Web posted Thursday, April 4, 2002

photo: entertainment

 
Mark Robinson conducts more than 200 singers and instrumentalists from around the Kenai Peninsula at a Homer rehearsal last weekend.
Photo by Carey James, Homer News

Requiem keeps family humming around the house

by Carey James
Staff Writer

In years past, a likely topic of conversation around the Kuhns' dinner table might have been sports or church activities.

These days, talk more often turns to Latin pronunciations and complicated classical music is hummed throughout the household.

Carlton Kuhns, his wife Lucy and teenage son Marcus are all singing in Mozart's "Requiem in D Minor," as part of a diverse 250-member Kenai Peninsula choir and orchestra. The Requiem will be performed Saturday at 8 p.m. at the Mariner Theatre as well as in Kenai at the Kenai Central High School auditorium at 2 p.m. Sunday. Marcus will also travel to New York City later this month with a group of Homer High students and adults to perform the Requiem at Carnegie Hall and St. Patrick's Cathedral.

Though months of practices have been difficult at times, the family said singing together has been enriching, both individually and as a family.

photo: entertainment

 
The choir's bass section practices.
Photo by Carey James, Homer News

"We find ourselves singing Latin around the house," Carlton said, adding that while they enjoy some classical music, it has not been the family's most popular genre in the past. These days, however, they often play Mozart's final piece and Carlton and Lucy say they often practice the music together. "It's a form of real good relaxation, and we get to do it as a family."

The Kuhns family has spent an enormous amount of time singing this winter. Weekly rehearsals for Carlton and Lucy and daily practices at school for Marcus have been necessary for the group to work through the lengthy and complicated musical work written as a concert piece as well as a Catholic Mass for the dead.

When they first started, Carlton said, the choir would sing a couple of lines, then stop and fix errors, then continue through a few more lines.

"A lot of the work at first was very tedious and demanding," Carlton said.

photo: entertainment

 
The Kuhns family, Marcus, Carlton and Lucy, were all to sing in Saturdaypis Requiem performance in Homer.
Photo by Carey James, Homer News

Now, however, they say rehearsals are relaxing and rewarding.

"It's very enjoyable to be able to sing this type of music with such a large, talented group of people," Carlton said.

Marcus, a senior as comfortable on the football field as in a choir, was the first of the family to start practicing the piece with the school choir more than a year ago. The school first performed several movements and began practicing the entire work last fall, Marcus said. He said while some movements are still confusing, he can sing most of the Requiem without music now.
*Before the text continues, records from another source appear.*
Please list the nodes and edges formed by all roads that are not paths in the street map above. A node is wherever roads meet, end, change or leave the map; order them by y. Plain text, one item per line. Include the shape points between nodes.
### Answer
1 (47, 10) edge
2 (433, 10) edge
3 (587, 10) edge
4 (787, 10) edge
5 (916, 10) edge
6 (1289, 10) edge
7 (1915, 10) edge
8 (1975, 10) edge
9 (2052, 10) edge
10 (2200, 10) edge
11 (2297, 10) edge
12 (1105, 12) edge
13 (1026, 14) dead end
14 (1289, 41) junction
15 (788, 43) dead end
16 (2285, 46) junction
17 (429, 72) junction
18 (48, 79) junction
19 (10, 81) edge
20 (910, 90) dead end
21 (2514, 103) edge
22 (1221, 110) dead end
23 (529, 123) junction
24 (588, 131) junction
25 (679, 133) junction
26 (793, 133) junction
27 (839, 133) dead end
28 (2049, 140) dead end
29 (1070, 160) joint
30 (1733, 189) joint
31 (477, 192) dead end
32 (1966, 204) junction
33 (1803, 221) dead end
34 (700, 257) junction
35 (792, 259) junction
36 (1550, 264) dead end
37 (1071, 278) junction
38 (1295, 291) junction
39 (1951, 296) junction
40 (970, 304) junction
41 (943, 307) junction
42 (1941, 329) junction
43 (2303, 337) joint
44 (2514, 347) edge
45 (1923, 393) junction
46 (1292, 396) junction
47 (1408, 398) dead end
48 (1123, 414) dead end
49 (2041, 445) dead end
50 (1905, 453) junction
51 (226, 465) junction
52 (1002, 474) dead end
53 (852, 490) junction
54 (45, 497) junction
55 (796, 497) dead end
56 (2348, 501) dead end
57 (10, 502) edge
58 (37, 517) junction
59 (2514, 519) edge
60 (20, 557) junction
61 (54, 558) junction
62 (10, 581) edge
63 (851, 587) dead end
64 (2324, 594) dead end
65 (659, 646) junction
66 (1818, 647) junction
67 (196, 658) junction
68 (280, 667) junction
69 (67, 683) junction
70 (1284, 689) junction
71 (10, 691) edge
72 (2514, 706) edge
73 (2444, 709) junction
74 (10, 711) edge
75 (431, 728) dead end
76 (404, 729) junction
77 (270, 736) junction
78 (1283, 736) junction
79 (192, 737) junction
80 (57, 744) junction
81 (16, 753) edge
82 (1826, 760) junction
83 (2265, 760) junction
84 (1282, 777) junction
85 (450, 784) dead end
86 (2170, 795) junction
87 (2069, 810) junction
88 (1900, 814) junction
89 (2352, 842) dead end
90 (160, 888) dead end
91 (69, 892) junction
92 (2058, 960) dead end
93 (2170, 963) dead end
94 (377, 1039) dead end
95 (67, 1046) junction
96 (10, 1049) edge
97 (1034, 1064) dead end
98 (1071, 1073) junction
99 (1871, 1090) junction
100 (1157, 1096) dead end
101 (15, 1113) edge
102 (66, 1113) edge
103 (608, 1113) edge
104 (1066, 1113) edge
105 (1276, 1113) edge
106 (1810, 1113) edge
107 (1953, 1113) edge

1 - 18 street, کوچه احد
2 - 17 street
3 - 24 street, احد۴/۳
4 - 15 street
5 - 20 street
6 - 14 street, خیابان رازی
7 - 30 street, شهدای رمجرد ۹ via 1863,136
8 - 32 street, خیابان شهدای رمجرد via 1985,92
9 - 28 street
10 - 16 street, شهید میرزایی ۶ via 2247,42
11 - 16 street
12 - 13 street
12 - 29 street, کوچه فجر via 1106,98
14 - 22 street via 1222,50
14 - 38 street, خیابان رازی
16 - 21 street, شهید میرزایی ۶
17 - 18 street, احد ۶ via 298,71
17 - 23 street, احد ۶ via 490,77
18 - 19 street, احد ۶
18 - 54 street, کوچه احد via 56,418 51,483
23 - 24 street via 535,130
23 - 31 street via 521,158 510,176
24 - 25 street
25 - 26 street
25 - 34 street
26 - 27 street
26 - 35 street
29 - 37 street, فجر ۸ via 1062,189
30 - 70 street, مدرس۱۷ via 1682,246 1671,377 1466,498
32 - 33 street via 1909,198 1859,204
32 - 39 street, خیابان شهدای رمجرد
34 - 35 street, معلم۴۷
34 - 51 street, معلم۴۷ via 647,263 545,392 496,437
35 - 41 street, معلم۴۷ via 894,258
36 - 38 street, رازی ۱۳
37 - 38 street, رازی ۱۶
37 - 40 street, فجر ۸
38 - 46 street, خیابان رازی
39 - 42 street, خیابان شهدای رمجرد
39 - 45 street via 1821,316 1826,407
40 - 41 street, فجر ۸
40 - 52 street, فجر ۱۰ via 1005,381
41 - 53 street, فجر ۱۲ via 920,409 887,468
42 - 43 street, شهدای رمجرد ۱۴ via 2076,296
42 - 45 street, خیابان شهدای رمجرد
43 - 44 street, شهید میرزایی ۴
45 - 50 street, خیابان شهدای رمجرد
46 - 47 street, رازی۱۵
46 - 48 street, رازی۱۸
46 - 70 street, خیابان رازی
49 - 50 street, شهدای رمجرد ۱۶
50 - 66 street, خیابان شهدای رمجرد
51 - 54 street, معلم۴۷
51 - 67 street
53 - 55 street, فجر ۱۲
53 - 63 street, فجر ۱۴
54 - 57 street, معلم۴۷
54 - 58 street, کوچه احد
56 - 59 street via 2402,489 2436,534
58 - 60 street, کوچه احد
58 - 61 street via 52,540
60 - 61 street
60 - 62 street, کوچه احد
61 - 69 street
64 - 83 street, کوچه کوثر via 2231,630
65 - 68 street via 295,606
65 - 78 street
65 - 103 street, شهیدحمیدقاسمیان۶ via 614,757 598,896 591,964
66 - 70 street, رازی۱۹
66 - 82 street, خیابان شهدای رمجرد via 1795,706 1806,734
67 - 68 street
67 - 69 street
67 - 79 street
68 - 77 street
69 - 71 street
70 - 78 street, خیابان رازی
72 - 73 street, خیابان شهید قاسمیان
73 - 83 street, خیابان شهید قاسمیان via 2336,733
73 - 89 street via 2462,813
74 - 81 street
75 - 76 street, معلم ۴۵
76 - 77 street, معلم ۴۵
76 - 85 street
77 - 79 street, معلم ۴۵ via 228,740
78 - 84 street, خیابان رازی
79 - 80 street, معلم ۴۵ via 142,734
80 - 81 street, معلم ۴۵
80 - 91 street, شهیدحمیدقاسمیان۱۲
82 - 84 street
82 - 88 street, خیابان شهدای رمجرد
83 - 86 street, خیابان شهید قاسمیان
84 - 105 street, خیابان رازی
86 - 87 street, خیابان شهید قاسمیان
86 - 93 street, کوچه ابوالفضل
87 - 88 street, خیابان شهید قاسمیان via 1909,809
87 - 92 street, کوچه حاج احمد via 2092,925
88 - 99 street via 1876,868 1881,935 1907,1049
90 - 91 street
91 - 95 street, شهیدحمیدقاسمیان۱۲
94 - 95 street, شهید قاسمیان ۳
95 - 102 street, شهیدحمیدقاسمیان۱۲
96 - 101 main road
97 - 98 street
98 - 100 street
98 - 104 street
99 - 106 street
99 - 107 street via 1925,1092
"You are going to have this thing memorized for the rest of your life," Carlton said to Marcus, laughing.

Since Marcus has been working with the Requiem longer than his parents, he often helps them with the Latin pronunciations and difficult portions of the music.

For Lucy, whose first language is Yupik, learning the Latin words has been a challenge, but one she said she has met with help from her family.

When the entire chorus and orchestra came together for the first time last month, the family was impressed to no end with how the many parts came together, due in large part to the unending efforts of Mark Robinson who organized the entire production. All three say Robinson has been an extraordinary teacher, missing little and inspiring many.

"Mark has the admiration of the whole group," Carlton said.

Tickets for Saturday's performance are $12 general admission, $10 for seniors, $7 for youths under 21 and $7 for parents of Homer High School choir members. Family rates are also available and tickets are on sale at Etude Music Studio and the Homer Bookstore.